McMahon's work with the Livermore Loop benchmarks [8] shows an early effort to explore different problem sizes within one benchmark. Vector lengths are varied over a small range, and the user of the benchmark is encouraged to study the statistics thus produced. However, the range is far from large enough to span several memory regimes (a size ratio of a million to one is about right to test regimes on 1997 vintage computers) and the Livermore Loops are universally quoted as single-number summaries, ignoring the underlying structure of the test.

Also recognizing the "Blind Men and the Elephant" syndrome, Curnow and Wichmann designed the Whetstone benchmark to have adjustable weights for different machine features such as integer math, subroutine calls, special functions, branching, and so on [3]. The user was encouraged to find the weighting used in the target application, adjust the benchmark weights, and then use the total score as a predictor.

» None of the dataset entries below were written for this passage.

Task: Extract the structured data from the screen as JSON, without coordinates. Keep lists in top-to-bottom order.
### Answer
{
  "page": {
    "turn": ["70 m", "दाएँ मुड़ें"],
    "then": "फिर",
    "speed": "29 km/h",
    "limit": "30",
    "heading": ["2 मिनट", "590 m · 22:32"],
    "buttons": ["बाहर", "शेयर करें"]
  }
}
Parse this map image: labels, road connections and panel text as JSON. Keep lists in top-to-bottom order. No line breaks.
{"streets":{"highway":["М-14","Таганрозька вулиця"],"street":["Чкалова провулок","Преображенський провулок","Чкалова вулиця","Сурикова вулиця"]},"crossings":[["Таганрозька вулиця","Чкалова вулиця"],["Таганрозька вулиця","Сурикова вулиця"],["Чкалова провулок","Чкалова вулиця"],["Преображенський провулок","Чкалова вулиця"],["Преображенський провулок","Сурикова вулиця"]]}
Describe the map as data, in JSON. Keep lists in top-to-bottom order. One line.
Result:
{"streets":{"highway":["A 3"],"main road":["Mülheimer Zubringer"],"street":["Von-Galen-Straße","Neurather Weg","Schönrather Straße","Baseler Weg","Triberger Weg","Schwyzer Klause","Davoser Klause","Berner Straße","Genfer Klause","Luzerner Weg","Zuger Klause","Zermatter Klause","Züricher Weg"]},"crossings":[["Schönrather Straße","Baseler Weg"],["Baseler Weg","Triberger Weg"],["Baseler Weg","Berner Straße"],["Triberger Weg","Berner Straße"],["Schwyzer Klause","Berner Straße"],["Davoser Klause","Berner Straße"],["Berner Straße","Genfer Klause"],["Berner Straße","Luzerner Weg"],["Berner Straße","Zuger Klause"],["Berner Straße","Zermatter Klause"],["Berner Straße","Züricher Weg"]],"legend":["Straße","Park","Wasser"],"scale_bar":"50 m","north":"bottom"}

This attempt at multidimensional reporting has also been ignored, and the weightings that come with the Whetstone code as defaults are the ones always used for comparison.

In the U.S. economy, we assume some monetary inflation is inevitable, and attempt to correct for it using the Consumer Price Index. The mental adjustment needed in hearing a dollar figure and a year is something we all learn to do. We know better than to use a 1978 house assessment in figuring a reasonable price for it today.

Moore's law notes a performance increase of about 60% per year, far higher than U.S. inflation has ever been. Yet, we do not account for this inevitable change when designing benchmarks. Every benchmark based on timing a fixed-size problem is doomed to look ridiculously small after only a few years.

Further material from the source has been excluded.